Thankfully, the measured Northern tones of Associate Director Tom Leslie cut through my sleep deprived spiral. Facts and figures from AustraliaSCAN flashed on the screen, talking to levels of financial, political and social confidence of both regional and metro residents. Over 10 years of data quantifying attitude changes towards government, social causes, community values, heath, unemployment, politics, money…
That’s when I got it.
These people weren’t here to listen to percentages or look at pretty charts. It wasn’t even really about the numbers at all. They were here to watch Tom tell a story. To look at the threads he pulled between the numbers. What did a change of 10 percentage points actually mean? What was significant about our views changing, or staying the same? What had caused them to behave this way? Every line of the story was carefully sourced from AustraliaSCAN, and translated by his considerable experience reading these narratives.

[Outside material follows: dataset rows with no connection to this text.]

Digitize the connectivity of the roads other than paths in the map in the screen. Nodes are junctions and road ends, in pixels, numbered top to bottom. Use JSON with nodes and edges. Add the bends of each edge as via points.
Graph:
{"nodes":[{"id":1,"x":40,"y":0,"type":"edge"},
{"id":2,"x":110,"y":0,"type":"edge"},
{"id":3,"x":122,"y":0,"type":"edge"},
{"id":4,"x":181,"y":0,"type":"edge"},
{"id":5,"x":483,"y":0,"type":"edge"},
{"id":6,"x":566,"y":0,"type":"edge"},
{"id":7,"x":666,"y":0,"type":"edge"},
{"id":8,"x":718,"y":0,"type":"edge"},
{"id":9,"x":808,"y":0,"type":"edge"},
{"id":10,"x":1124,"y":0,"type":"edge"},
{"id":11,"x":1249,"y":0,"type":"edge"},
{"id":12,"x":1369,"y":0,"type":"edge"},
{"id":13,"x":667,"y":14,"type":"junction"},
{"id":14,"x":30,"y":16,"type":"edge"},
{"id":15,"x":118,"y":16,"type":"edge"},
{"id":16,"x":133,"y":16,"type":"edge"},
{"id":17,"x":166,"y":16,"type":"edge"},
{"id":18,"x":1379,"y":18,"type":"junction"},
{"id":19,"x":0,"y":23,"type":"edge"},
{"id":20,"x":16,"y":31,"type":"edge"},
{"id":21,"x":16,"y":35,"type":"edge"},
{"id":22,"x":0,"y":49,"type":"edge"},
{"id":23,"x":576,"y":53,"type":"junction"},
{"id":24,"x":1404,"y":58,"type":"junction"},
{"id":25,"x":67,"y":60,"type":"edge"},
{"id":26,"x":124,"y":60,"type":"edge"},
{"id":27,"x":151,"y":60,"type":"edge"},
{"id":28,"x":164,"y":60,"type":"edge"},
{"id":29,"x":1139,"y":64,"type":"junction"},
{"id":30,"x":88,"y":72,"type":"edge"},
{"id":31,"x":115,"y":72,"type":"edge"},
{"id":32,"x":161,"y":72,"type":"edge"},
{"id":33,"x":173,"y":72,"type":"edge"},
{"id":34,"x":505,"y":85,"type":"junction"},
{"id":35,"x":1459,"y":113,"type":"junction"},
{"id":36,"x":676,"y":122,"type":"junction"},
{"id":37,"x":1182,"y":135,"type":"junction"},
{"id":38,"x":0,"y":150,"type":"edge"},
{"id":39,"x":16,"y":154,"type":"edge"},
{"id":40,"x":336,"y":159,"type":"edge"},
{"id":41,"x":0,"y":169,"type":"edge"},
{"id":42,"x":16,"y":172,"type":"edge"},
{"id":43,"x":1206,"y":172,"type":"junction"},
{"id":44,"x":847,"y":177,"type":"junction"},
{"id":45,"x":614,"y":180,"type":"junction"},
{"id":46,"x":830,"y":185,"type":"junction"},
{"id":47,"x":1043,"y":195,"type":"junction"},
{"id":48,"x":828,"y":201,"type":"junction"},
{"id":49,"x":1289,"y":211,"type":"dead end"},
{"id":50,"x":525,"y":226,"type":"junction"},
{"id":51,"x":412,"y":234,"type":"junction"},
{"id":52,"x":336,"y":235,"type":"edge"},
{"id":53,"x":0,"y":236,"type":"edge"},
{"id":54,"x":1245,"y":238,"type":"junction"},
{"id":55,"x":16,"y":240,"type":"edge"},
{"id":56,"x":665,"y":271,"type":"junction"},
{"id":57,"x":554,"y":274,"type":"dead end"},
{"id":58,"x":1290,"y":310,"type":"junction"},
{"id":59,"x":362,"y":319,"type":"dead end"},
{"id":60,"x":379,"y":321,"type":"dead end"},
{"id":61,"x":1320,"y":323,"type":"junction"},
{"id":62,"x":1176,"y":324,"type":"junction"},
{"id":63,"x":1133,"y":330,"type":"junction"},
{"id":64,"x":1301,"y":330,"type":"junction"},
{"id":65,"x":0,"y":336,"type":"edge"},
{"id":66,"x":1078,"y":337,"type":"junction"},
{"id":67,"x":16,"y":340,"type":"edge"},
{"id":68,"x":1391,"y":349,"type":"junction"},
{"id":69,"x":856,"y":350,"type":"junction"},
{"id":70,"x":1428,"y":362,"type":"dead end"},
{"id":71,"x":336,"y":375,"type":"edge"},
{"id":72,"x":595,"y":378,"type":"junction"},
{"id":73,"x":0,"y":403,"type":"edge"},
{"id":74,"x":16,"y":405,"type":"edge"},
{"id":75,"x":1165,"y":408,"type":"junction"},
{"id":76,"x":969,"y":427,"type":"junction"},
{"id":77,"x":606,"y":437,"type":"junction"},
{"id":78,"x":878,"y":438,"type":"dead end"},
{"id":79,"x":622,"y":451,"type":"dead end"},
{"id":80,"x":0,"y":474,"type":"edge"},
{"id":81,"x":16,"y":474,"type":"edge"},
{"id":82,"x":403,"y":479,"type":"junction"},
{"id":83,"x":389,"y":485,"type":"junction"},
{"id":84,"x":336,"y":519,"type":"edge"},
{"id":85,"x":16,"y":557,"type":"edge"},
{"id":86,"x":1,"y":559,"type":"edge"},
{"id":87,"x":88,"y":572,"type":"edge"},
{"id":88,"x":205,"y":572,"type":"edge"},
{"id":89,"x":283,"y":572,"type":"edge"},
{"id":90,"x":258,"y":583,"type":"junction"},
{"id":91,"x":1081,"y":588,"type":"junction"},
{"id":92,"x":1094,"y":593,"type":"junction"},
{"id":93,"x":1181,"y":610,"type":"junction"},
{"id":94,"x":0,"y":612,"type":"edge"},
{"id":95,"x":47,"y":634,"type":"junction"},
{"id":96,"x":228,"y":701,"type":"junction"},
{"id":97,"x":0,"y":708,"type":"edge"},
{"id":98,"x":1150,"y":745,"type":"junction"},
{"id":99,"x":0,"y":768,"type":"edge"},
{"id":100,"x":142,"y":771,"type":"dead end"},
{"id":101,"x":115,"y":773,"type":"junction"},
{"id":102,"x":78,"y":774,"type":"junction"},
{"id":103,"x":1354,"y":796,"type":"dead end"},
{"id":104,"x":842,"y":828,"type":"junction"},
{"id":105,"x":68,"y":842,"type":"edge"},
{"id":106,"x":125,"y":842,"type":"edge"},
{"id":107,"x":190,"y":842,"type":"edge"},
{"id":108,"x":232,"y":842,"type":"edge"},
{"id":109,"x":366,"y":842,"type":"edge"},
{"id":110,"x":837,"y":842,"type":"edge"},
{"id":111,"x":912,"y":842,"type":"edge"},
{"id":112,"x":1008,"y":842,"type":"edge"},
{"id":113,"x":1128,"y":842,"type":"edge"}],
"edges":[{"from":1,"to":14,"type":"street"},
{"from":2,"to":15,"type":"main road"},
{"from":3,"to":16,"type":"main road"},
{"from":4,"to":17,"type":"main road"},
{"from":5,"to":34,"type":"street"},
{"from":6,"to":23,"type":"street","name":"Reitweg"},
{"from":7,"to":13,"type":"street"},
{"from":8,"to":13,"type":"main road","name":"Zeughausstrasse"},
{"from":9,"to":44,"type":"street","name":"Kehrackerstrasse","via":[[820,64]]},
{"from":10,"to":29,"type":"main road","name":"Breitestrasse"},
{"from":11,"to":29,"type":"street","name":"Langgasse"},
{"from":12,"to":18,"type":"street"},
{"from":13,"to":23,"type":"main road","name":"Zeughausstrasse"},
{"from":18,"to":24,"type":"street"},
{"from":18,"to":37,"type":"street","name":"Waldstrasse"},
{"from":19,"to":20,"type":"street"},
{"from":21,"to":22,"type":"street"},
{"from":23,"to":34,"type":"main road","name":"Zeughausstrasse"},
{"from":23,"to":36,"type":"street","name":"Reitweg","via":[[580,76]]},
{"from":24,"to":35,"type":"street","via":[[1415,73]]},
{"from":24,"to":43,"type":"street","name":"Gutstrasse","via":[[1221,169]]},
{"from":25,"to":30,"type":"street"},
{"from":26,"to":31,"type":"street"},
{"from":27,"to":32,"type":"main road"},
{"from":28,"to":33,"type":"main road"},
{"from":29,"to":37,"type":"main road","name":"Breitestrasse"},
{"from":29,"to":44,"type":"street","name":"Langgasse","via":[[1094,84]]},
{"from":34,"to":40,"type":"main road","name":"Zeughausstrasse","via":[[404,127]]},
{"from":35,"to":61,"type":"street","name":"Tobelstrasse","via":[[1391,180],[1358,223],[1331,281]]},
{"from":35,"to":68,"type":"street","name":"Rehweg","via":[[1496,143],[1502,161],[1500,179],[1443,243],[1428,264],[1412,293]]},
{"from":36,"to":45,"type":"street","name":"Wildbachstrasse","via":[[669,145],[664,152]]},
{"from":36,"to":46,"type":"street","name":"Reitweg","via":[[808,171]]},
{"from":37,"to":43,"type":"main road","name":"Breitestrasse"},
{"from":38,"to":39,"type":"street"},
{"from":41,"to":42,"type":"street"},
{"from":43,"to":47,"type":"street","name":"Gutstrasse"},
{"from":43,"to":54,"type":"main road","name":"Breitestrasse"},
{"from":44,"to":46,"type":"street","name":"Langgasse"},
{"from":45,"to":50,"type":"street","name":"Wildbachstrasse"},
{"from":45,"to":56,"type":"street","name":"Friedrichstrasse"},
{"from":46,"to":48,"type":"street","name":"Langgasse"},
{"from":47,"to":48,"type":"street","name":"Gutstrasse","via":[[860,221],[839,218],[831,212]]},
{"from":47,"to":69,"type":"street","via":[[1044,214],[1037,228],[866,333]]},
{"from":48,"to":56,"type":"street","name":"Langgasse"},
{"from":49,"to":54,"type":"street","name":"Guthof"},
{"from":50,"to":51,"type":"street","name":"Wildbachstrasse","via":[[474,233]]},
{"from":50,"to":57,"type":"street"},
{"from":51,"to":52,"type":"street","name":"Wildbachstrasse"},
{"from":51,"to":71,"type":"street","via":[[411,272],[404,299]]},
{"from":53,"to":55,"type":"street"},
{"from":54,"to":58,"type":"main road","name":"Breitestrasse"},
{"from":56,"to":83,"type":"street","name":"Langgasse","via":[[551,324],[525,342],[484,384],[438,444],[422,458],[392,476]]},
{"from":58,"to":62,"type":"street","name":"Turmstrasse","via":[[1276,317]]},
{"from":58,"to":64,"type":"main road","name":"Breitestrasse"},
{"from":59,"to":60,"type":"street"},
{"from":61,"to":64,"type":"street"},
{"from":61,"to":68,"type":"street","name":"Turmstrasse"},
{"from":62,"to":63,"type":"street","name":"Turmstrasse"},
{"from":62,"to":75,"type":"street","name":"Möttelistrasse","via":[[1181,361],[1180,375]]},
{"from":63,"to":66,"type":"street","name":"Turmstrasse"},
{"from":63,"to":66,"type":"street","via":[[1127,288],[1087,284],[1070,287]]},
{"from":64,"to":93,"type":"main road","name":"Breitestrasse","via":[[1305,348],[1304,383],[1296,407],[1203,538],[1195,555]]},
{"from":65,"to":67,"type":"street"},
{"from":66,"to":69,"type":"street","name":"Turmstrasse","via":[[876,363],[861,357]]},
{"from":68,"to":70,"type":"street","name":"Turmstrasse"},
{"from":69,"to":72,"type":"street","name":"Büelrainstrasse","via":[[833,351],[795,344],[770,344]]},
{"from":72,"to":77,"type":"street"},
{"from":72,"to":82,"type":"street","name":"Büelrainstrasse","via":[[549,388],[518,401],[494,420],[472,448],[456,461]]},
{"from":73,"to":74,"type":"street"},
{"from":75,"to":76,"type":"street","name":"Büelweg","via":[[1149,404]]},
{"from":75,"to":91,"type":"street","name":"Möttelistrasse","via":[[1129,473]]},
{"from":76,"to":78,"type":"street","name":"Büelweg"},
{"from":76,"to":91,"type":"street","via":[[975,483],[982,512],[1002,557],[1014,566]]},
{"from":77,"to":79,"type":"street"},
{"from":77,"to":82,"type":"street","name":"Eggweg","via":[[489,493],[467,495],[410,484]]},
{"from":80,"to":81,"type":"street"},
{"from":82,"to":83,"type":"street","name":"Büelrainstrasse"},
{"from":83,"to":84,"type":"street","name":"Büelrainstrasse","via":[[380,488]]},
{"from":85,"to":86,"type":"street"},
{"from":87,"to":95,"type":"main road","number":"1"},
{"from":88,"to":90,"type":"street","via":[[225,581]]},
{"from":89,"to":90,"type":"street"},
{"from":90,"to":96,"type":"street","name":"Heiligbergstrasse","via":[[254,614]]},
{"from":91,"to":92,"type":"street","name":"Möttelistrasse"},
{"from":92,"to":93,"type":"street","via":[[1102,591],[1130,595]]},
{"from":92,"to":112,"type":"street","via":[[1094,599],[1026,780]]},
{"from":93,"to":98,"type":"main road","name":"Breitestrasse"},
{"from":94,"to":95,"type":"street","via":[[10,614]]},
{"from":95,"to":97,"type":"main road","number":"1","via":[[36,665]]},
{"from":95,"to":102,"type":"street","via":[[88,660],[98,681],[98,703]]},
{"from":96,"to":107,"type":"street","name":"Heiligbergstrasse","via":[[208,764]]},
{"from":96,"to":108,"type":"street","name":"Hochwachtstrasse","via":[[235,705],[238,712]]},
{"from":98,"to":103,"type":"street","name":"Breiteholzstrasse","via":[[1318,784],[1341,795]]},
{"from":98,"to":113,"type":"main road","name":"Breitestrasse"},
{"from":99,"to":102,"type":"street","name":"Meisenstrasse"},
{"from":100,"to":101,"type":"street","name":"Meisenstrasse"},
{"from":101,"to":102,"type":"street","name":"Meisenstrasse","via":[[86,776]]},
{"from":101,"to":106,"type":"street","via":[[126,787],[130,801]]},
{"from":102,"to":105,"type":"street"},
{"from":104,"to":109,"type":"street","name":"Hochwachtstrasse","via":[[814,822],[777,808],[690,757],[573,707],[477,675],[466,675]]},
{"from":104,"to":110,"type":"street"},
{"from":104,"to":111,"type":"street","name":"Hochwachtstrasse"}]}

That’s what had gotten people out of their bed, into the rain and sitting in this room with wide eyes and now-filled notebooks. That’s what had woken up a little graduate hiding at the back of the room.

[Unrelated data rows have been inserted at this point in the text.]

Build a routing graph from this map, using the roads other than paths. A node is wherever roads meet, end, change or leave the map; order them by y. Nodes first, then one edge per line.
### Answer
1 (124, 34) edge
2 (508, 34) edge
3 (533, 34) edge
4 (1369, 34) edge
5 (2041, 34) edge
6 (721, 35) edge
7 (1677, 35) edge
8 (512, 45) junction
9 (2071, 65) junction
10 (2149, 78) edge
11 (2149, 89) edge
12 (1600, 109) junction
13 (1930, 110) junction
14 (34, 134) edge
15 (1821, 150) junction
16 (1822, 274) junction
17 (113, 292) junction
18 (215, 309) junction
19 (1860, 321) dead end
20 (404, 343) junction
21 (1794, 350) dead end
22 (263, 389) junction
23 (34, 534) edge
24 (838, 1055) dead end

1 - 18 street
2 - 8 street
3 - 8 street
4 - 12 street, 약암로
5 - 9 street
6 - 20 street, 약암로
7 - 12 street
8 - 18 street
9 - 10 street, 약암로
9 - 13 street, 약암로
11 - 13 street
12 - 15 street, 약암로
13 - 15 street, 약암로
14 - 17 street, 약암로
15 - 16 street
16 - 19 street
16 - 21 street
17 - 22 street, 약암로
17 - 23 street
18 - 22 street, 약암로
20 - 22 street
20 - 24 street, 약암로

Tom continued, completely oblivious to what he would probably view as an obvious revelation. Of course that’s what social market research is!
His story started to move further than 2020, hinting at the sequel. Still grounded in the numbers and statistics I was so quick to shun, he flagged future concerns, trends likely to continue or dissipate, and what this meant for any action being taken during this time.
Then, as any good storyteller would, he closed with a plot twist.
“What is it going to take to shift the outcomes and change the narrative?”
Every single person in that room, regardless of their job or sector, just realised they were a writer. They all had the power to rewrite any of these storylines, to make changes within their organisation and through to their audiences. There was no doubt every single person could influence where the lines on the charts end, but without Tom finding the story, translating it, and sharing it, that next chapter remained unreadable.
There’s no such thing as skipping to the final page, but sometimes truly understanding the rest of the story can be just as good.